# [CLOSED] Ed is crafting the Tall Lantern / Broffina is in boxes / Kicks is in town



## Patomonya (May 18, 2020)

Hey everyone! Just like the title says, Ed is crafting the *Tall Lantern*. 
	

	
	
		
		

		
			





Meanwhile, *Broffina* is moving out if anyone's interested. 
	

	
	
		
		

		
		
	


	




And *Kicks* is in town so feel free to take a look!

Nook's Cranny doesn't have anything interesting and the turnip prices are underwhelming but feel free to stop by. You can also take a look at what the Able Sisters have to offer  

Follow the red path to find Ed's house, the green for Broffina and the blue for Kicks and the shops.




I'll send out Dodo codes to anyone that requests them. As always, please don't touch anything as you make your way through. Thanks!

Have a wonderful day everyone!


----------



## wolfie1 (May 18, 2020)

May I come see what your Kicks and shops have?


----------



## IrishSarah (May 18, 2020)

Can i call over for a shopping spree also haha


----------



## biksoka (May 18, 2020)

Ok if I swing by?


----------



## spencerspencer (May 18, 2020)

What do you use to draw/upload a map like that? I love the formatting you used to post this!


----------



## ataraxy (May 18, 2020)

Would love to stop by for the DIY and Kicks!!


----------



## Patomonya (May 18, 2020)

spencerspencer said:


> What do you use to draw/upload a map like that? I love the formatting you used to post this!

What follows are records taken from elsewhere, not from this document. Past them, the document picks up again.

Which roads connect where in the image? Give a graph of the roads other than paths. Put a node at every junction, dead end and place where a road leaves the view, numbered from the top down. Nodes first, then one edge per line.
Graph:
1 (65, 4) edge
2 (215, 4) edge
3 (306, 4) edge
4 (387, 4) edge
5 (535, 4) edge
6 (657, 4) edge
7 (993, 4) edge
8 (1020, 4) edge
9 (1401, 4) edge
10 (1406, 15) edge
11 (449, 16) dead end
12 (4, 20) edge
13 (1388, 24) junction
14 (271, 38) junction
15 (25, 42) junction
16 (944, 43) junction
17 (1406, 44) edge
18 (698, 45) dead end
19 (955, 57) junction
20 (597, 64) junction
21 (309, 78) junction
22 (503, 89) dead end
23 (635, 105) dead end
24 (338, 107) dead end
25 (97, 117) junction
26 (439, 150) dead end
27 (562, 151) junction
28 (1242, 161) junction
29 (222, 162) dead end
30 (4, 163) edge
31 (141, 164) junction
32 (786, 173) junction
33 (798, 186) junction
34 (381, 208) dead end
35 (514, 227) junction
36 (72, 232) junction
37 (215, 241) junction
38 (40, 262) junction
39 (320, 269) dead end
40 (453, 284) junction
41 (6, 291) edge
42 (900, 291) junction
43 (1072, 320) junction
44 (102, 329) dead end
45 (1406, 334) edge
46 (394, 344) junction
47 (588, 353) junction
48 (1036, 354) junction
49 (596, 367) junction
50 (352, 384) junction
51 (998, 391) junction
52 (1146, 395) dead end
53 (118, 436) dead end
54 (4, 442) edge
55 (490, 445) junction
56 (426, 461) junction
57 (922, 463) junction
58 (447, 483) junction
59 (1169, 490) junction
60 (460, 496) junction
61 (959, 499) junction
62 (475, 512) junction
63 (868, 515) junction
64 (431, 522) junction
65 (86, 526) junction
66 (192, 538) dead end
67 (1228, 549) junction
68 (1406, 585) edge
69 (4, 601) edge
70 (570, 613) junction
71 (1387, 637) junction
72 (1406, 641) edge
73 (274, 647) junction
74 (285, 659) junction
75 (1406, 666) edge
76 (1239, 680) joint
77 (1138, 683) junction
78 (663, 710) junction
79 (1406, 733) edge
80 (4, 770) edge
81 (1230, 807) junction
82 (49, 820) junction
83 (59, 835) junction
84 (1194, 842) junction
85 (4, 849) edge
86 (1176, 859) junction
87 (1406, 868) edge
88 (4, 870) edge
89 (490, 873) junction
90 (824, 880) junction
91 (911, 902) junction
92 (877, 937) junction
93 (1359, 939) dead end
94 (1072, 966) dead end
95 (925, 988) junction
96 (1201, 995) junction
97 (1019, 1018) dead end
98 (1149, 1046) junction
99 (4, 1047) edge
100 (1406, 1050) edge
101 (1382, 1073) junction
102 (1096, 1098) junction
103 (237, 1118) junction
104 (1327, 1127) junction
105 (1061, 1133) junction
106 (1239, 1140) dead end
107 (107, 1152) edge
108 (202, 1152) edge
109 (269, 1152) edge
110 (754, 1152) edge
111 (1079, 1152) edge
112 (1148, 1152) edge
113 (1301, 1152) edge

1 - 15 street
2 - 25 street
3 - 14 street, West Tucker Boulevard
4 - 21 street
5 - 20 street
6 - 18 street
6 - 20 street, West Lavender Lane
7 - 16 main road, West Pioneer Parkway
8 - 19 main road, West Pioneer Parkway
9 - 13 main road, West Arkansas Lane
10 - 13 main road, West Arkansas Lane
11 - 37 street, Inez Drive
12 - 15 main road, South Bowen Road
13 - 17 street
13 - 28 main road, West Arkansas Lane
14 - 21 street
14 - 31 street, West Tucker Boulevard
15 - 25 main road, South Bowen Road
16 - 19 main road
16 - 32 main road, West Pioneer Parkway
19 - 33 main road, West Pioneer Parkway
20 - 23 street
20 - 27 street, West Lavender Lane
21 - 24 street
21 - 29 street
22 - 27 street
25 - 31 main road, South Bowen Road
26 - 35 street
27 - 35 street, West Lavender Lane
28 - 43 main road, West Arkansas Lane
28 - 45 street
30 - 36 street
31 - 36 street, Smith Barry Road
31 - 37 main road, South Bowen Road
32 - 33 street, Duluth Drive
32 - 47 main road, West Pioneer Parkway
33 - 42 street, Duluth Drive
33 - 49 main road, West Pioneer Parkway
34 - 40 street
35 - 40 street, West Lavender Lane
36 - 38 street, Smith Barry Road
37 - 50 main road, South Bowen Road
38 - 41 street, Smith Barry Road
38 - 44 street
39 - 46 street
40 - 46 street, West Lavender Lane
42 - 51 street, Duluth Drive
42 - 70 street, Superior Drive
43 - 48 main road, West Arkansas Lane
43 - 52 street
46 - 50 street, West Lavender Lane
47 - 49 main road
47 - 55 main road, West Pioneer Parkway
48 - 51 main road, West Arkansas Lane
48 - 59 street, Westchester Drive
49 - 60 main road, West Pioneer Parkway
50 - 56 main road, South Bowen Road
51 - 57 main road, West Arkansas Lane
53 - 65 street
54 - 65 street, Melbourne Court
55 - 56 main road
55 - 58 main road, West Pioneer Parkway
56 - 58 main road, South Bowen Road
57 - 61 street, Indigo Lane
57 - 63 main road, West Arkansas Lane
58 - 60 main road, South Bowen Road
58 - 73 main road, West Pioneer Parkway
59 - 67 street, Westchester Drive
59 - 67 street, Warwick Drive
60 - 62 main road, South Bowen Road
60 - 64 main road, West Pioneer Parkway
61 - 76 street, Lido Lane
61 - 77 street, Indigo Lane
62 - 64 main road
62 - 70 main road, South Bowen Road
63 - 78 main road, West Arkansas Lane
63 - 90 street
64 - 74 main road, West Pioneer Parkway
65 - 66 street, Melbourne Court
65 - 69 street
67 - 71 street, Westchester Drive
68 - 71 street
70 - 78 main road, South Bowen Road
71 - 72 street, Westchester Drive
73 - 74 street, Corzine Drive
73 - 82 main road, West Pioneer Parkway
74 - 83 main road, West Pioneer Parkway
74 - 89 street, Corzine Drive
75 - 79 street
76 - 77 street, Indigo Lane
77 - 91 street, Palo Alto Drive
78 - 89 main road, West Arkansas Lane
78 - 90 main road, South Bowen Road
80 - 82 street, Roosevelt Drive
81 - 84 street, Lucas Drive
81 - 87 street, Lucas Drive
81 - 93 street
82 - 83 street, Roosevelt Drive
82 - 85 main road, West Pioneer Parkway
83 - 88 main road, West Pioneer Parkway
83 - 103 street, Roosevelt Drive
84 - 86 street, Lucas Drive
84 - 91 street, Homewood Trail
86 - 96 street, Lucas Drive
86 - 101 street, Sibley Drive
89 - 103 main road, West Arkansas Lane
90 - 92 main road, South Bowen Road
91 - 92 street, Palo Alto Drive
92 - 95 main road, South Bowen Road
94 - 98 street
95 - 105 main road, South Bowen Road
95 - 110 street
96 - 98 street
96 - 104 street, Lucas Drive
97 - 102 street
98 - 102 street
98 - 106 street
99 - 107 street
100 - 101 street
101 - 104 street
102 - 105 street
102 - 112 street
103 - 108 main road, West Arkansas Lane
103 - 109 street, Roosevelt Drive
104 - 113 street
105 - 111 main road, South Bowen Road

What I did was I took a screenshot in-game of my town map in a neutral state and uploaded it online. I saved it to my computer and now I simply use Microsoft Paint to add some lines to simplify the traveling my visitors need to do.  
I'm glad someone likes it!

Side note for everyone: I'm just letting one or two people in at a time so I haven't forgotten you!


----------



## rayraysparkles (May 18, 2020)

me please!


----------



## daisyy (May 18, 2020)

hi! i would be interested in visiting ed for the diy, ty!


----------



## perfectpeach (May 18, 2020)

Hi  may I visit?


----------



## Romaki (May 18, 2020)

Hey! I'd love to come by for the DIY and the shops.


----------



## Manon_Despoina (May 18, 2020)

Are you still open?


----------